EXERCISE GOAL – The string "index" appears in some lines of the entries that follow; copy each such line.

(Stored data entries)
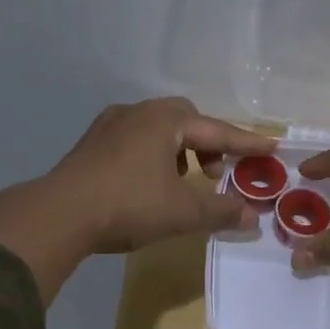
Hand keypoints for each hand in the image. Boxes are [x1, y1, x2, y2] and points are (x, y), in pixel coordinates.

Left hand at [0, 97, 274, 302]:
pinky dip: (153, 157)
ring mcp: (109, 126)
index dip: (246, 143)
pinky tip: (149, 184)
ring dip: (178, 151)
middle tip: (216, 173)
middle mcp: (137, 112)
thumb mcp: (184, 212)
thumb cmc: (129, 205)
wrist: (60, 214)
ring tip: (183, 180)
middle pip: (184, 120)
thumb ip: (222, 211)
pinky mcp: (90, 146)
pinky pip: (134, 141)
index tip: (270, 147)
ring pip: (156, 130)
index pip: (217, 130)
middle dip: (207, 143)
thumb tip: (253, 215)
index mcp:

ANSWER BOX –
index dip: (246, 143)
index tip: (270, 147)
index pip: (217, 130)
index mcp:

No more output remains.